It’s easy to walk away amicably from a date when both parties know there is no mutual attraction. But what happens when you walk away from a great first date (or even a second one) smitten with the person yet not seeing the same interest from him?
Ginnifer Goodwin makes it look easy in He’s Just Not That Into You—she just tears up a man’s business card when the guy fails to follow up with her after the perfect first date. For the rest of us, it’s usually more complicated than that. Imagine being on a date where all signs point to a second or a third—when the conversation flows, when he insists on paying for the meal, or when he offers to walk you home—but then . . . nothing.
What on earth happened?
Recently, I was in this situation. Great date. No follow-up. Weeks later he texted me about a random happy hour. A little bitter, my impulse was to give him the shruggie ¯\_(ツ)_/¯ and then hold on to my hurt feelings and wish that he be cursed with a hundred years of singleness. But, if I’m really intent on finding my so-called “happily ever after,” I should make more of an effort to rebound from this disappointment with positivity and good feelings. So, I followed up—post-shruggie—after I’d had time to cool off. Here are a few tips to keep you upbeat and moving forward when a date doesn’t go the way you hoped it would.
01. Pout, but not for long.
Yes, I suppose there are “other fish in the sea,” but it’s OK to be wistful and disappointed about this fish. Chances are you had good reason to like the person, especially if things escalated to a second or even a third date. Pet rabbits and goldfish don’t die without a proper burial service; why should short-lived relationships? So pout, but then move on quickly.
Remind yourself of all the positive things your crush is passing up. Adopt a “high-value mindset,” as New York Times bestselling author and dating expert Matthew Hussey advises:
“A high-value mindset makes moving on from rejection so much easier. And it’s not about being delusional and giving ourselves positive fluff to feel better. It’s about saying the truth: ‘This guy has only been on one (or a few) dates with me. He couldn’t possibly know what he’s missing out on.’”
Honor your judgment (and his good taste in asking you out in the first place!), and give yourself permission to be a little sad that the relationship didn’t progress. But don’t let it get you down for long. Convince yourself of the truth—it’s not personal, and this guy doesn’t know you enough to reject who you are.
02. Seek closure.
Feeling a a sense of closure is an important part of relationships—even a short-lived one. As journalist Ellen Goodman said in her final column for the Boston Globe, “There’s a trick to the Graceful Exit. It begins with the vision to recognize when a job, a life stage, a relationship is over—and to let go. It means leaving what’s over without denying its validity or its past importance in our lives. It involves a sense of future, a belief that every exit line is an entry, that we are moving on rather than out.”

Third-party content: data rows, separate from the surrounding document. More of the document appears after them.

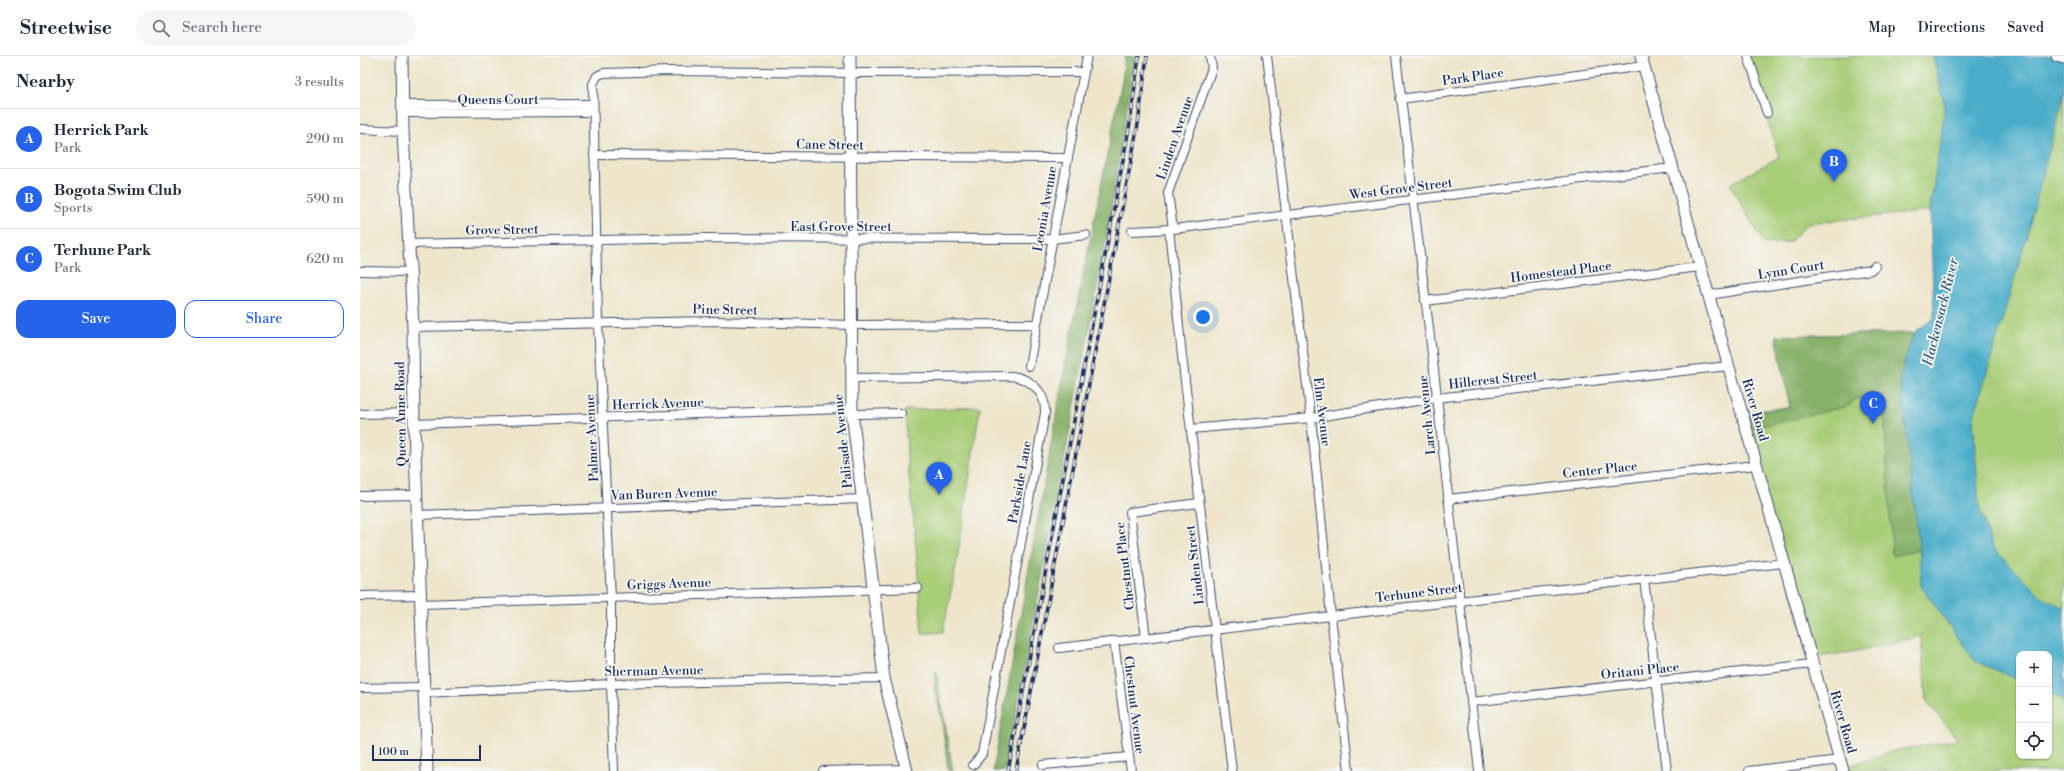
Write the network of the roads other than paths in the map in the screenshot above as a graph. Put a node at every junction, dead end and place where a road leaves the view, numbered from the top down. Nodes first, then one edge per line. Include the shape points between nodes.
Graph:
1 (402, 56) edge
2 (850, 56) edge
3 (1086, 56) edge
4 (1210, 56) edge
5 (1267, 56) edge
6 (1396, 56) edge
7 (1748, 56) edge
8 (2057, 56) edge
9 (2064, 58) edge
10 (1642, 61) edge
11 (1084, 72) junction
12 (850, 73) junction
13 (1400, 99) junction
14 (593, 108) junction
15 (402, 109) junction
16 (1767, 113) dead end
17 (360, 128) edge
18 (402, 131) junction
19 (594, 155) junction
20 (851, 157) junction
21 (1066, 158) junction
22 (1672, 168) junction
23 (1412, 200) junction
24 (1286, 215) junction
25 (1171, 229) junction
26 (1132, 231) dead end
27 (1086, 235) dead end
28 (851, 239) junction
29 (1052, 239) junction
30 (596, 240) junction
31 (409, 244) junction
32 (1875, 266) dead end
33 (1700, 267) junction
34 (360, 271) edge
35 (411, 272) junction
36 (1708, 295) junction
37 (1425, 301) junction
38 (598, 323) junction
39 (1036, 324) junction
40 (851, 325) junction
41 (413, 327) junction
42 (1182, 356) joint
43 (1029, 366) dead end
44 (1728, 366) junction
45 (852, 378) junction
46 (1436, 398) junction
47 (852, 412) junction
48 (901, 413) dead end
49 (360, 414) edge
50 (414, 418) junction
51 (603, 418) junction
52 (1311, 418) junction
53 (1191, 430) junction
54 (1756, 465) junction
55 (417, 495) junction
56 (360, 496) edge
57 (863, 499) junction
58 (1448, 499) junction
59 (1199, 502) junction
60 (608, 508) junction
61 (417, 515) junction
62 (1783, 563) junction
63 (1644, 579) junction
64 (874, 588) junction
65 (918, 588) dead end
66 (360, 596) edge
67 (611, 598) junction
68 (421, 599) junction
69 (1459, 601) junction
70 (1331, 616) junction
71 (1214, 630) junction
72 (1146, 638) junction
73 (1114, 642) junction
74 (1058, 648) dead end
75 (1812, 664) junction
76 (884, 678) junction
77 (1656, 681) junction
78 (611, 684) junction
79 (360, 688) edge
80 (424, 690) junction
81 (1471, 702) junction
82 (1129, 757) junction
83 (974, 765) dead end
84 (1043, 765) dead end
85 (1841, 766) edge
86 (907, 770) edge
87 (427, 771) edge
88 (614, 771) edge
89 (823, 771) edge
90 (1131, 771) edge
91 (1232, 771) edge
92 (1349, 771) edge
93 (1478, 771) edge
94 (1667, 771) edge
95 (1749, 771) edge

1 - 15 street, Queen Anne Road
2 - 12 street, Palisade Avenue
3 - 11 street, Leonia Avenue
4 - 25 street, Linden Avenue via 1212,68 1168,193
5 - 24 street, Elm Avenue
6 - 13 street, Larch Avenue
7 - 16 street
8 - 9 street
10 - 13 street, Park Place
10 - 22 street, River Road
11 - 12 street, Palmer Avenue
11 - 21 street, Leonia Avenue
12 - 14 street, Palmer Avenue via 603,73 597,76 593,84
12 - 20 street, Palisade Avenue
13 - 23 street, Larch Avenue
14 - 15 street, Queens Court
14 - 19 street, Palmer Avenue
15 - 18 street, Queen Anne Road
17 - 18 street
18 - 31 street, Queen Anne Road
19 - 20 street, Cane Street
19 - 30 street, Palmer Avenue
20 - 21 street, Cane Street
20 - 28 street, Palisade Avenue
21 - 29 street, Leonia Avenue
22 - 23 street, West Grove Street
22 - 33 street, River Road
23 - 24 street, West Grove Street
23 - 37 street, Larch Avenue
24 - 25 street, West Grove Street
24 - 52 street, Elm Avenue
25 - 26 street, West Grove Street
25 - 42 street, Linden Avenue
27 - 29 street, East Grove Street
28 - 29 street, East Grove Street
28 - 30 street, East Grove Street
28 - 40 street, Palisade Avenue
29 - 39 street, Leonia Avenue
30 - 31 street, Grove Street
30 - 38 street, Palmer Avenue
31 - 35 street, Queen Anne Road
32 - 36 street, Lynn Court via 1871,270
33 - 36 street, River Road
33 - 37 street, Homestead Place
34 - 35 street
35 - 41 street, Queen Anne Road
36 - 44 street, River Road
37 - 46 street, Larch Avenue
38 - 40 street, Pine Street via 715,321
38 - 41 street, Pine Street
38 - 51 street, Palmer Avenue
39 - 40 street, Pine Street
39 - 43 street, Leonia Avenue
40 - 45 street, Palisade Avenue
41 - 50 street, Queen Anne Road
42 - 53 street, Linden Street
44 - 46 street, Hillcrest Street
44 - 54 street, River Road
45 - 47 street, Palisade Avenue
45 - 83 street, Parkside Lane via 1012,376 1033,384 1040,391 1045,404 982,754
46 - 52 street, Hillcrest Street
46 - 58 street, Larch Avenue
47 - 48 street, Herrick Avenue
47 - 51 street, Herrick Avenue via 842,409
47 - 57 street, Palisade Avenue
49 - 50 street, Herrick Avenue
50 - 51 street, Herrick Avenue
50 - 55 street, Queen Anne Road
51 - 60 street, Palmer Avenue
52 - 53 street, Hillcrest Street
52 - 70 street, Elm Avenue
53 - 59 street, Linden Street
54 - 58 street, Center Place
54 - 62 street, River Road
55 - 56 street
55 - 61 street, Queen Anne Road
57 - 60 street, Van Buren Avenue
57 - 64 street, Palisade Avenue
58 - 69 street, Larch Avenue
59 - 71 street, Linden Street
59 - 72 street, Chestnut Place via 1130,512
60 - 61 street, Van Buren Avenue
60 - 67 street, Palmer Avenue
61 - 68 street, Queen Anne Road
62 - 63 street, Terhune Street
62 - 75 street, River Road
63 - 69 street, Terhune Street
63 - 77 street
64 - 65 street, Griggs Avenue
64 - 67 street, Griggs Avenue
64 - 76 street, Palisade Avenue
66 - 68 street, Griggs Avenue
67 - 68 street, Griggs Avenue
67 - 78 street, Palmer Avenue
68 - 80 street, Queen Anne Road
69 - 70 street, Terhune Street
69 - 81 street, Larch Avenue
70 - 71 street, Terhune Street
70 - 92 street, Elm Avenue
71 - 72 street, Terhune Street
71 - 91 street, Linden Street
72 - 73 street, Terhune Street
73 - 74 street, Terhune Street
73 - 82 street, Chestnut Avenue
75 - 77 street, Oritani Place
75 - 85 street, River Road
76 - 78 street, Sherman Avenue
76 - 86 street, Palisade Avenue
77 - 81 street, Oritani Place
77 - 94 street
78 - 80 street, Sherman Avenue
78 - 88 street, Palmer Avenue
79 - 80 street, Sherman Avenue
80 - 87 street, Queen Anne Road
81 - 93 street, Larch Avenue
82 - 84 street
82 - 90 street, Chestnut Avenue
85 - 95 street
86 - 89 street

A friend of mine recently relayed the story of a woman who desperately liked a guy who didn’t return the feeling. In my friend’s case, the man—realizing how badly his female friend was crushing on him—confronted her and gave the woman some much-needed closure. But not all the men we date are emotionally mature or aware enough to provide closure in a relationship. In those cases, it’s up to you to seek closure on your own. If the guy ghosted, it might be helpful to kindly confront him. Be prepared to get the runaround and possibly continued radio silence, but letting him know that you enjoyed your dates and would have appreciated more clarity from him will help close that chapter.
03. Wish him well.
One of my favorite literary heroines is Molly Gibson, a young woman in Elizabeth Gaskell’s Wives and Daughters, who for years secretly crushes on a man who falls for and proposes to her charming and beautiful stepsister.
Even after Molly’s unrequited love proposes, and later when the man becomes deathly ill during a trip to Africa, Molly continues to wish him the best long after she’s given up hope that he would love her back. “Lord . . . grant that he may come home safe and live happily with her whom he loves so tenderly,” she says.
When I’m disappointed by a man, I’m tempted to harbor bitter feelings, especially if he’s being evasive or apparently stringing me along. Resist this temptation. Ask yourself what it is you truly like about the man who doesn’t feel the same way about you. If you truly like him, wish well for him regardless of whether he gives you the courtesy of bringing closure to the relationship. You want to find that special someone meant for you, so be generous enough to hope that he finds the same joy and happiness—with or without you.
Realize that everyone is looking for their happily ever after. And, though not every man may be able to tell you point-blank that he doesn’t see a future with you, don’t let someone else’s ambiguity derail you from pursuing your dreams. Who knows, maybe in endeavoring to hold indecisive dates accountable, they’ll be better equipped to communicate their feelings to the next person.